I was there from the time you were born. I stood in
the delivery room, staring down at you before you
could even open your eyes to see me. Your
parents, relatives and doctors couldn’t see me
there, in the corner, watching you with cloudy eyes,
but I was there from the time you were born.
And I followed you home.
I was with you always, your constant companion.
You played with your toys alone while I stared from
all angles in nearby mirrors; my matted, clotted
hair with oily sweat that hung off my dented
forehead like glue. I was always your constant
companion, drifting behind your mother’s car on
your ride to preschool. You alone in the bathroom,
but I was on the other side of the door, wind
whistling through the bruised hole in my throat. My
arms twisted and hanging in their sockets as I
stood hunched on the other side of the shower
curtain. I wait and follow you. I follow and drift
behind you.
I’m not seen. I’m almost not-there in light. You
never saw me that morning as I sat across from
you at the breakfast table, a shiny red clot hanging
from an empty tooth socket as I gaped grotesquely
at you. I wonder sometimes if you know I’m there. I
think you are aware, but you’ll never understand
just how close I am.
I spend hours of your day doing nothing more than
breathing in your ear.
Breathing – gagging, really.
I crave to be close to you, to always wrap my
crippled arms around your neck. I lie near you ever
single night, cloudy eyes staring at your ceiling,
underneath your bed, at your sleeping face in the
dark.
Yes. You caught me staring occasionally. Your
parents came running down to your room one
night when you screamed. You were just beginning
to talk, so you were only able to cry out “Man! Man
in my room!” You thought you’d never forget the
sight of me, with my collapsed jaw hanging to my
chest, swinging back and forth. I sank back into
your closet and your mother was unable to see me
though you pointed and pointed and pointed. You
thought you’d never forget when they left that
same night. You saw the closet door crack so
softly and me crawling across the floor to your bed
on all fours, shambling in jerking movements as I
pushed myself under your bed on disjointed limbs.

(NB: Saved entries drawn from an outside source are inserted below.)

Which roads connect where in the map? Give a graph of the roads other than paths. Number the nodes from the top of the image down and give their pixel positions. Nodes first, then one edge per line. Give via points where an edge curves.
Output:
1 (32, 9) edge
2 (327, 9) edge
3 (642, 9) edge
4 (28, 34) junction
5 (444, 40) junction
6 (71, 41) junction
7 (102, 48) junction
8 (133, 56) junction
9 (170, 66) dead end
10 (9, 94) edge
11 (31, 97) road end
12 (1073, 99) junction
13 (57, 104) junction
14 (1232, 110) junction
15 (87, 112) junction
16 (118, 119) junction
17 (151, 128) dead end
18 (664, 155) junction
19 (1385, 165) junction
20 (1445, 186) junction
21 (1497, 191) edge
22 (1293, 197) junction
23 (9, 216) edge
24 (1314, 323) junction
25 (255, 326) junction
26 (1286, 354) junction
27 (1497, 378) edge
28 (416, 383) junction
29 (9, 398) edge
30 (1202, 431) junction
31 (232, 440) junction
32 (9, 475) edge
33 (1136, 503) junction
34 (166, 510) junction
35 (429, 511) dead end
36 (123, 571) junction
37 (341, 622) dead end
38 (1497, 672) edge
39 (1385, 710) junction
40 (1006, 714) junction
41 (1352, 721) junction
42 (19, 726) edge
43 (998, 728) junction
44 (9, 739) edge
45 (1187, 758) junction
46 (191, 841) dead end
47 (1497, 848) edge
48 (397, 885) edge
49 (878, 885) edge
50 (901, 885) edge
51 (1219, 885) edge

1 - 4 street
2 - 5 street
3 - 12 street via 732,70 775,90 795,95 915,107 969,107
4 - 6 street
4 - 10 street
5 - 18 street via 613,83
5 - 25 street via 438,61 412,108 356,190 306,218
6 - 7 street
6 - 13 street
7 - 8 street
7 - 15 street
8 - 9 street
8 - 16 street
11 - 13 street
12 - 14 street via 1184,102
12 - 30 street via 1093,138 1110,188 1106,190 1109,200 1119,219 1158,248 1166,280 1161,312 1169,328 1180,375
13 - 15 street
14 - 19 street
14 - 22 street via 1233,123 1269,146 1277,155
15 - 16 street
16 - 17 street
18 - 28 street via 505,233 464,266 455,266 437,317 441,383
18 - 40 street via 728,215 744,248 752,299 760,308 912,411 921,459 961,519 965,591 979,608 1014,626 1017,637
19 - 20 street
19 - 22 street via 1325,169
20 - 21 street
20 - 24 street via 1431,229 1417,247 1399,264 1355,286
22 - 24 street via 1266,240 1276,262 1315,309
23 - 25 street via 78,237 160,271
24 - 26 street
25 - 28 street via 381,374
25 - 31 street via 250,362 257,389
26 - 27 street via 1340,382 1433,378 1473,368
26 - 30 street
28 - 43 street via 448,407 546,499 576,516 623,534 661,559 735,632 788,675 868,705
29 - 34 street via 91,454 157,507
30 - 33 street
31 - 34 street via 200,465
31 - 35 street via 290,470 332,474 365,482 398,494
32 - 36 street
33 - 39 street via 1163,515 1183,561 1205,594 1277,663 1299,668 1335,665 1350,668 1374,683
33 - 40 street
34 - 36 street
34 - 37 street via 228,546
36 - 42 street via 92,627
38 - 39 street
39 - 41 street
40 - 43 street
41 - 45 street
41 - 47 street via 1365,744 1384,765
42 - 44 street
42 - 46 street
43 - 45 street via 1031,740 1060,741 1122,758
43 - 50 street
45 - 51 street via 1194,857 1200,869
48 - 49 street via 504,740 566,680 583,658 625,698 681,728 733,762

You learned a new word for me: boogeyman. Not
quite the monster you thought I was. I’m just
waiting and following you always, touching your
face with my knotted fingers as you sleep.
You’ll see me again soon. Any day now, I’m
coming, blunt and brutal. One day you’ll walk
across the road and – I believe I’ll plow into you
with loud roar and a screech.
You rolling on the pavement, rolling under wheels,
bluntforce metal fenders and my fingers touching
your face again and again.
As you stare up from the cold pavement with
cloudy eyes; your matted, clotted hair hanging in
your face and your jaw unhinged and swinging to
your chest.
You’ll see me approaching.
No one else will see me. You will stare past them
into my eyes and I’ll leer down at you. For the first
time in our life, something like a smile will come
over my face. You’ll swear you’re looking into a
mirror as clotted red bubbles from our mouths.
I’ll lean down, past the doctors and the oogling
people and pick you up in my crooked arms.
Our faces will touch. My wings will unfurl. And then
you’ll have to follow me.
And I am always with you.
I am your guardian angel.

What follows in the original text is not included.